Run the following commands on your local machine to automatically forward USB data from the Lerobot device to ROS2 topics on the remote EC2 instance:

 
          pip3 install websocket-client
python3 lerobot_so101_ros2_bridge_remote.py  --usb_port /dev/tty.usbmodem123456 --rosbridge_ws ws://<ec2_remote_ip>:9090

Then, log in to your AWS EC2 instance to verify the ROS2 topics.

 
          ssh -i your-key.pem ubuntu@YOUR_ELASTIC_IP
ros2 topic list
# Operate the local so101_leader device and observe data updates
ros2 topic echo /joint_states --once 
         

Phase 3: Setup Amazon DCV Visualization Channel

3.1 Connect to Amazon DCV Remote Desktop

On your local computer, install the Amazon DCV client from https://www.amazondcv.com/.
Use the client to connect to the EC2 instance. Configure the connection with the following parameters:
- Server: <your_ec2_public_ip>:8443
- Username: ubuntu
- Password: the Ubuntu password you configured in Step 2

3.2 Initialize the Isaac Sim Environment

Access the remote EC2 instance via the DCV client and run:

 
          cd ~/Documents
git clone https://github.com/TheRobotStudio/SO-ARM100.git
# Verify that the URDF file exists
ls ~/Documents/SO-ARM100/Simulation/SO101/so101_new_calib.urdf

cd /opt/IsaacSim/
./isaac-sim.selector.sh 
         

Follow the steps below inside the Isaac Sim interface:

URDF Model Import: File → Import → Select ~/Documents/SO-ARM100/Simulation/SO101/so101_new_calib.urdf
ROS2 Bridge Extension Activation: Window → Extensions → Search “ROS 2 Bridge” → Enable “isaacsim.ros2.bridge”
Joint State Subscription Configuration: Tools → Robotics → ROS2 OmniGraphs → Joint States

Configuration parameters:

Articulation Root: /World/so101_new_calib/root_joint
Enable Subscriber option
Confirm and apply the configuration

Topic Relay Service Startup: Open a new terminal and run ros2 run topic_tools relay /joint_states /joint_command to convert state messages into command data.
Simulation Execution: Click the Play button on the left panel of the Isaac Sim interface to start the simulation. This enables real-time control of the robot within the remote simulation environment using the local teleoperation device.

Phase 4: Toward an Enterprise-Grade Data Pipeline in an AI-Driven Development Ecosystem

Building on the ROS2–Isaac Sim cloud simulation infrastructure described above, this phase can establish an end-to-end AI-driven robotics development workflow.

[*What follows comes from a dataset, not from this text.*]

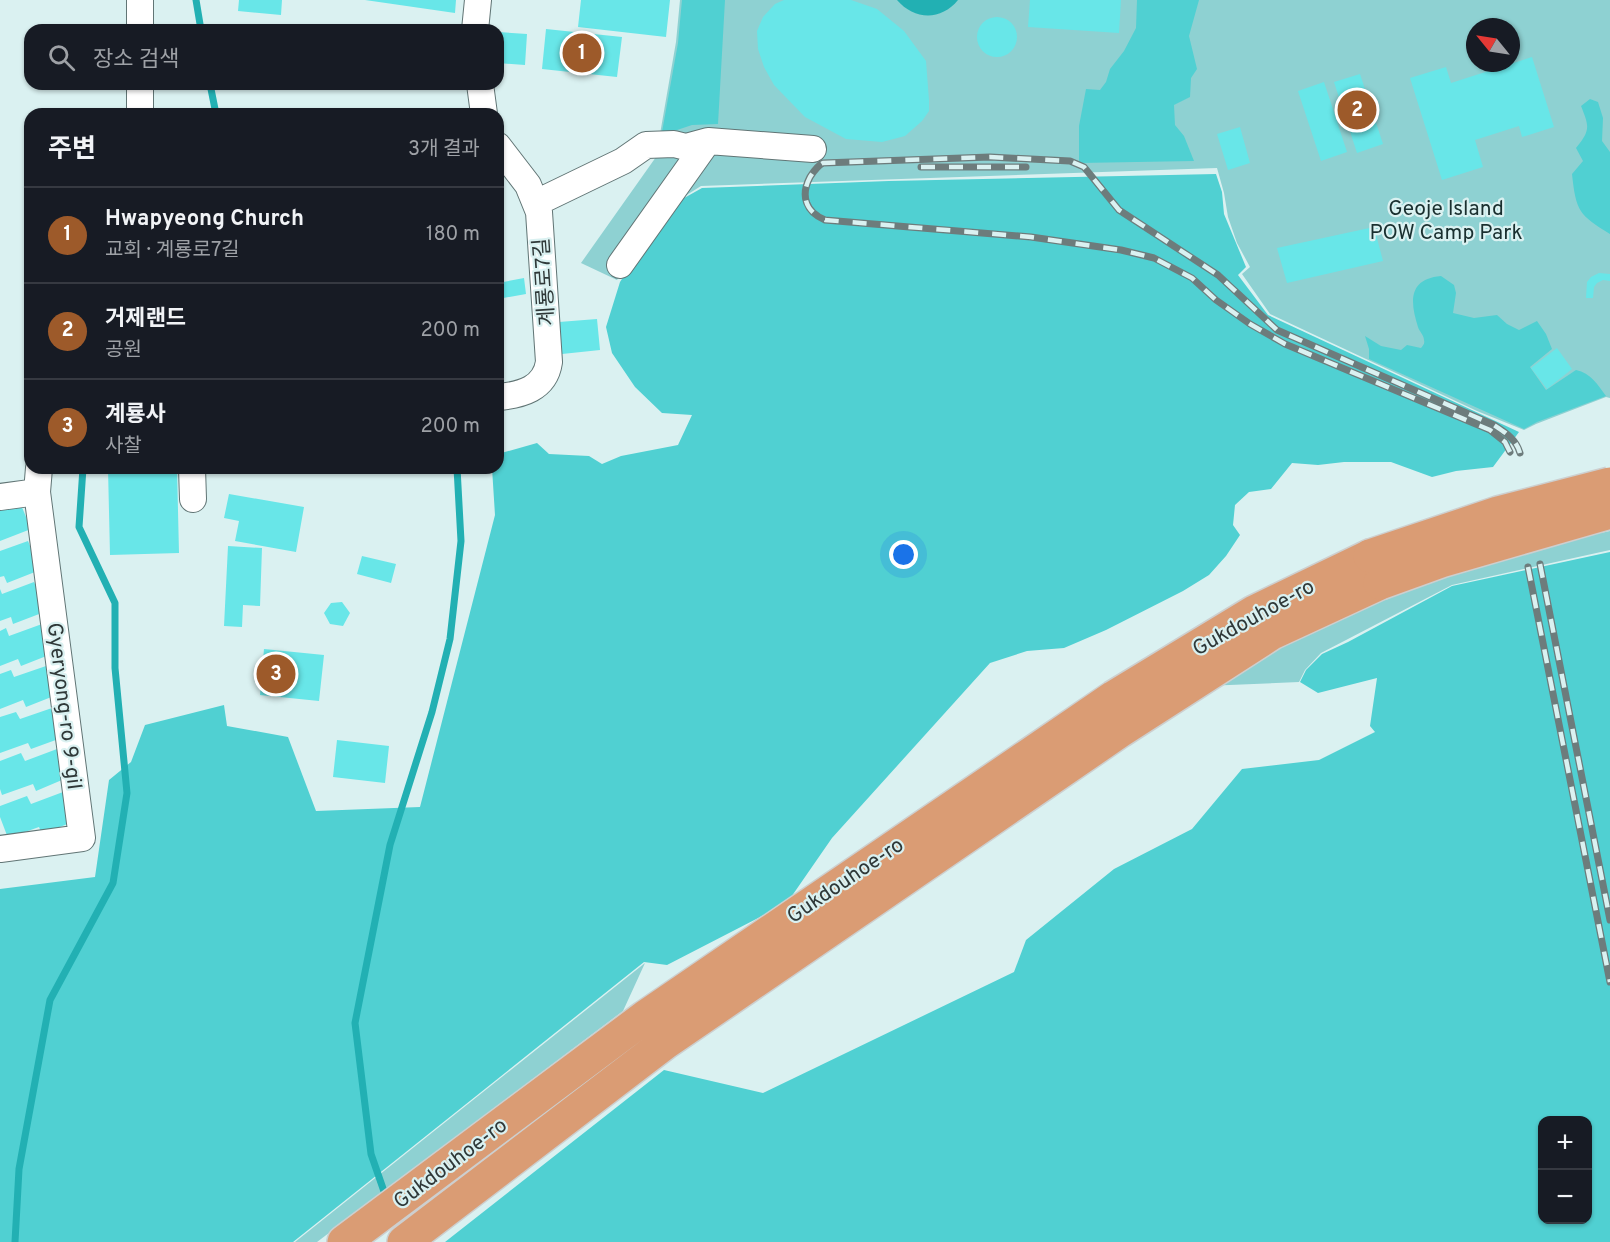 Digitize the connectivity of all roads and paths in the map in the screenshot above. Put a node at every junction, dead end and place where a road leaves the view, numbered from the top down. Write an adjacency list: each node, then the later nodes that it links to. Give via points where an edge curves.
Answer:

Key AWS Service Integrations

Amazon S3 – Data Lake Architecture: Leverage S3’s 11 9s of durability to build tiered storage, with S3 Intelligent-Tiering optimizing costs for managing large-scale robotics datasets.
Amazon FSx for Lustre – High-Performance Storage: Provides sub-millisecond latency with a parallel file system, delivering optimized I/O performance for Vision-Language-Action (VLA) model training.
Amazon SageMaker – ML Operations Platform:
- Use SageMaker Processing Jobs for large-scale multimodal data preprocessing
- Scale distributed training with Spot Instances, reducing training costs by up to 90%
- Leverage Model Registry for enterprise-grade version management and A/B testing
AWS Batch – Large-Scale Parallel Simulation: Use Spot Fleets to provision cost-optimized GPU clusters that support large-scale parallel data generation in Isaac Sim.
Amazon Kinesis – Real-Time Data Streams: Enable low-latency ingestion and processing of sensor data, supporting real-time robotic telemetry and analytics.

Summary

Architectural Value

The dual-entry AWS cloud robotics simulation architecture introduced in this article — combining the rosbridge WebSocket data channel and the Amazon DCV visualization channel — delivers an enterprise-ready development environment for robotics.

Key Advantages

1. Cloud-Native Elasticity

On-demand scaling with AWS EC2 to support varying simulation workloads
Dynamic GPU provisioning for optimal resource utilization
Multi-region deployment to reduce latency globally

2. End-to-End Robotics Development

Amazon S3 provides virtually unlimited and scalable data storage
Seamless integration with AWS AI/ML services accelerates algorithm iteration
Full lifecycle support for data generation, training, and simulation validation in the cloud

Conclusion

The AWS cloud robotics simulation platform represents a major step forward in how robotics development is conducted. Through the dual-entry architecture outlined in this article, developers can:

Lower Barriers to Entry: Remove the need for costly hardware investment and broaden access to robotics innovation
Accelerate Development: Enable faster cycles with parallel simulation and cloud-based collaboration
Ensure Quality: Leverage enterprise-grade infrastructure to maintain stability and reliability
Foster Innovation: Drive breakthroughs in intelligent robotics through deep integration with AWS AI/ML services

As cloud computing continues to advance—together with 5G, edge computing, and other emerging technologies—AWS-based robotic simulation platforms are poised to become a core enabler of digital transformation in the robotics industry, providing the foundation for building smarter and more efficient ecosystems.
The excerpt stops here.